Kelly Ripa Revealed Mark Consuelos Got ‘Choked Up’ Over Son’s Dyslexia Before College Acceptance
Kelly Ripa is no stranger to sharing her personal life and candid views on the world stage that is Live! with Kelly and Ryan. Ripa started hosting the talk show back in 2001 — it was then entitled Live! with Regis and Kelly — before working alongside her current co-host Ryan Seacrest since 2017.
Yet one of her most revealing, personal moments came recently when she opened up to Seacrest about her family’s journey with learning disabilities. Ripa even revealed how this journey impacted her celebrity husband, Riverdale actor Mark Consuelos.
Kelly Ripa and Consuelos got married in 1996
Ripa met Consuelos in 1995 when he landed a role on ABC’s soap opera All My Children. By this time, Ripa had been on the soap for five years as the character Hayley Vaughan. According to a report in Good Housekeeping magazine, Ripa knew Consuelos was “the one” based on a picture. “I saw my husband in a photograph before I saw him,” she’s quoted in the magazine. “I knew when I saw his photograph.”
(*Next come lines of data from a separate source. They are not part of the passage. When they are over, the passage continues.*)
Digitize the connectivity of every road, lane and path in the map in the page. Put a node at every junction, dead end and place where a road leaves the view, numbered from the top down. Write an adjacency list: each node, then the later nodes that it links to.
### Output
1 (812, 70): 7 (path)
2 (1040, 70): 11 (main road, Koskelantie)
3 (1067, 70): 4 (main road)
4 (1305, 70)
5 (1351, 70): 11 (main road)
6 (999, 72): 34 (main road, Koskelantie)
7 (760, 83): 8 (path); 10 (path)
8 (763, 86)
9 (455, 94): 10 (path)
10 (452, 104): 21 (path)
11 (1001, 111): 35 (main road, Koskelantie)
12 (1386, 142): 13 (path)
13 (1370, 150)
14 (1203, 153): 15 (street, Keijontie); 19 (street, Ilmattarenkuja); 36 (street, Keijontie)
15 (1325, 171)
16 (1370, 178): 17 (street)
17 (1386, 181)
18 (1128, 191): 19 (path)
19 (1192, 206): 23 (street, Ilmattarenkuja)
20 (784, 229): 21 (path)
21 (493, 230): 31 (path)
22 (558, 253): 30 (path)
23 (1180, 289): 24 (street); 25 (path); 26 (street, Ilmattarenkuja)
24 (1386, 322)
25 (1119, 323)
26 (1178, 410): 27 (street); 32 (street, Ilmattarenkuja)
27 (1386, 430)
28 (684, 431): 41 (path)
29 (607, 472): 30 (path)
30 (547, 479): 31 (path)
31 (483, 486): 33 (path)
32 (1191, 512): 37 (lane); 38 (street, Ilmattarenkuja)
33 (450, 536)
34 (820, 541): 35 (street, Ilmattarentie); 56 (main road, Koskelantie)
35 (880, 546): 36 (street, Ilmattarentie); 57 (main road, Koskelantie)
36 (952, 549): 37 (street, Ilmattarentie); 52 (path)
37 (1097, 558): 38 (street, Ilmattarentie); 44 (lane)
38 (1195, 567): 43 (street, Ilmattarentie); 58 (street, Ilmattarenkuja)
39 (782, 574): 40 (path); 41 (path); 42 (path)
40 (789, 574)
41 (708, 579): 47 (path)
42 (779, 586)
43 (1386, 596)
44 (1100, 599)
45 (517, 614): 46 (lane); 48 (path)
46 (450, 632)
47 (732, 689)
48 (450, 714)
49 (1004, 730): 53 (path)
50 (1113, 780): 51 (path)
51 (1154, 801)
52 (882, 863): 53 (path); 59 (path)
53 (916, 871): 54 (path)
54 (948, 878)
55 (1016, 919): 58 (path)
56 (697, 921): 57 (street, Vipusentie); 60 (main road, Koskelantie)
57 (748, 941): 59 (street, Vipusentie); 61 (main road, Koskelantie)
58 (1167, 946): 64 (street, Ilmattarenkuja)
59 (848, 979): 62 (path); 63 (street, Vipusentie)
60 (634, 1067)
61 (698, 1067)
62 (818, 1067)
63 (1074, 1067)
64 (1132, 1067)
The two got married in 1996, and they had their first child a year later. “A year into their marriage, Ripa gave birth to Michael Joseph on June 2, 1997,” reports Oprah magazine. Fast forward to today, and the couple have three children: The aforementioned Michael Consuelos, along with daughter Lola Consuelos and their youngest child Joaquin Consuelos.
And the two celebrities have found them on an unexpected journey when their youngest son was diagnosed with a learning disorder.
Joaquin Consuelos is diagnosed with dyslexia
He was diagnosed with dyslexia at a young age, and PopSugar reports that Ripa was always transparent about her son’s struggles. “A lot of you that watch the show know that he has dyslexia and dysgraphia [a learning disability that affects one’s writing skills], so school has always been a very big challenge for us in our household,” Ripa said in an interview quoted by PopSugar back in 2017.
According to the National Joint Committee on Learning Disabilities, an estimated 15% of Americans (equaling 43.5 million children and adults) have dyslexia. Those who have this common learning disorder typically have a harder time reading, writing, spelling and pronouncing words.
Despite these difficulties, Ripa and Consuelos invested a lot of time and energy in helping their son succeed academically. “He’s getting straight A’s . . . he’s doing great,” said Ripa back in 2017 before bursting into tears on camera.
It wasn’t the first or last time that Ripa’s worries about her son made her emotional in public, and she recently revealed on Live! with Kelly and Ryan that her son’s journey has also deeply affected her husband.
Mark Consuelos got emotional about their son’s learning disability
According to a 2020 study published in the Journal of Pediatric Neuropsychology, college admission rates between students who are dyslexic and those who are not dyslexic are very similar. Yet many parents still worry about their dyslexic child’s ability to attend college. Mark Consuelos was one of them.
In an episode of Live! with Kelly and Ryan that aired on February 3, 2021, Ripa talked to Seacrest about how her husband was doing emotionally as their son prepared to graduate from high school.
“Mark got very emotional and very choked up because he said, ‘You know, I never thought he’d be able to go to college because he was profoundly dyslexic and dysgraphic,'” Ripa said.
But Ripa told Seacrest that Joaquin Consuelos had proven his determination to succeed all of his life, saying that her son had even become an avid reader despite the added difficulty that dyslexia brings to reading.
Ripa believes that her son’s learning disability has even helped him in some ways, going so far as to call it a good thing.
“I always say that dyslexia (for our family at least) can be quite a blessing,” she explained on her talk show. “People panic in real-time because they don’t understand it. It’s a much often misunderstood learning difference. But kids with dyslexia learn how to read the room. They pick up on social cues and signals.”